• **TRY IT**: Without leaving anything out, print every line of the data.

• **DATA UNDER STUDY**:

◆ ◆ ◆ ◆ ◆ ◆ ◆

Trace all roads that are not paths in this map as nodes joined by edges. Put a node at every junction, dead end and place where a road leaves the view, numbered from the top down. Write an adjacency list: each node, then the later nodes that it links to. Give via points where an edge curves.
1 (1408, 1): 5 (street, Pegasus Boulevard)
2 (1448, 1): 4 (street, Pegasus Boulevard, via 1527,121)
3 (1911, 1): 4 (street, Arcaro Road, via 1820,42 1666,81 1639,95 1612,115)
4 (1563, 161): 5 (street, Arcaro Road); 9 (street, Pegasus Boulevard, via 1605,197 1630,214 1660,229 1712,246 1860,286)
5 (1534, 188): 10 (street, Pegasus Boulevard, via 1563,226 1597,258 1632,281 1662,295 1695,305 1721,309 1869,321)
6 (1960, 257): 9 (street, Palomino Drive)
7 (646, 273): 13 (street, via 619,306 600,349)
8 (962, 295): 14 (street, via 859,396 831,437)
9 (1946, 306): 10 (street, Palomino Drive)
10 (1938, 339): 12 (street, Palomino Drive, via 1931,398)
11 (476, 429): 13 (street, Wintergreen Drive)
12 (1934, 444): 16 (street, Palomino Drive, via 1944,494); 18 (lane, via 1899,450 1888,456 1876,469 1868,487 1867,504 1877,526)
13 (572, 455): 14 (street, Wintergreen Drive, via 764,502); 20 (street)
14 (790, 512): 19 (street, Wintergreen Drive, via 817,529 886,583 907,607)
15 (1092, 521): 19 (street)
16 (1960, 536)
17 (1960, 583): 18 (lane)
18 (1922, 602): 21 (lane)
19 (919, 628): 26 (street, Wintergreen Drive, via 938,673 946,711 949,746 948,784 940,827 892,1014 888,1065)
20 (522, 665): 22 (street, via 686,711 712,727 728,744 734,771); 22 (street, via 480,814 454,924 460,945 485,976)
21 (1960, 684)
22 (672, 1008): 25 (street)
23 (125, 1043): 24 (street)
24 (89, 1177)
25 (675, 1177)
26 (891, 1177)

◆ ◆ ◆ ◆ ◆ ◆ ◆

• **ANSWER TO THIS TASK**:
Trace all roads that are not paths in this map as nodes joined by edges. Put a node at every junction, dead end and place where a road leaves the view, numbered from the top down. Write an adjacency list: each node, then the later nodes that it links to. Give via points where an edge curves.
1 (1408, 1): 5 (street, Pegasus Boulevard)
2 (1448, 1): 4 (street, Pegasus Boulevard, via 1527,121)
3 (1911, 1): 4 (street, Arcaro Road, via 1820,42 1666,81 1639,95 1612,115)
4 (1563, 161): 5 (street, Arcaro Road); 9 (street, Pegasus Boulevard, via 1605,197 1630,214 1660,229 1712,246 1860,286)
5 (1534, 188): 10 (street, Pegasus Boulevard, via 1563,226 1597,258 1632,281 1662,295 1695,305 1721,309 1869,321)
6 (1960, 257): 9 (street, Palomino Drive)
7 (646, 273): 13 (street, via 619,306 600,349)
8 (962, 295): 14 (street, via 859,396 831,437)
9 (1946, 306): 10 (street, Palomino Drive)
10 (1938, 339): 12 (street, Palomino Drive, via 1931,398)
11 (476, 429): 13 (street, Wintergreen Drive)
12 (1934, 444): 16 (street, Palomino Drive, via 1944,494); 18 (lane, via 1899,450 1888,456 1876,469 1868,487 1867,504 1877,526)
13 (572, 455): 14 (street, Wintergreen Drive, via 764,502); 20 (street)
14 (790, 512): 19 (street, Wintergreen Drive, via 817,529 886,583 907,607)
15 (1092, 521): 19 (street)
16 (1960, 536)
17 (1960, 583): 18 (lane)
18 (1922, 602): 21 (lane)
19 (919, 628): 26 (street, Wintergreen Drive, via 938,673 946,711 949,746 948,784 940,827 892,1014 888,1065)
20 (522, 665): 22 (street, via 686,711 712,727 728,744 734,771); 22 (street, via 480,814 454,924 460,945 485,976)
21 (1960, 684)
22 (672, 1008): 25 (street)
23 (125, 1043): 24 (street)
24 (89, 1177)
25 (675, 1177)
26 (891, 1177)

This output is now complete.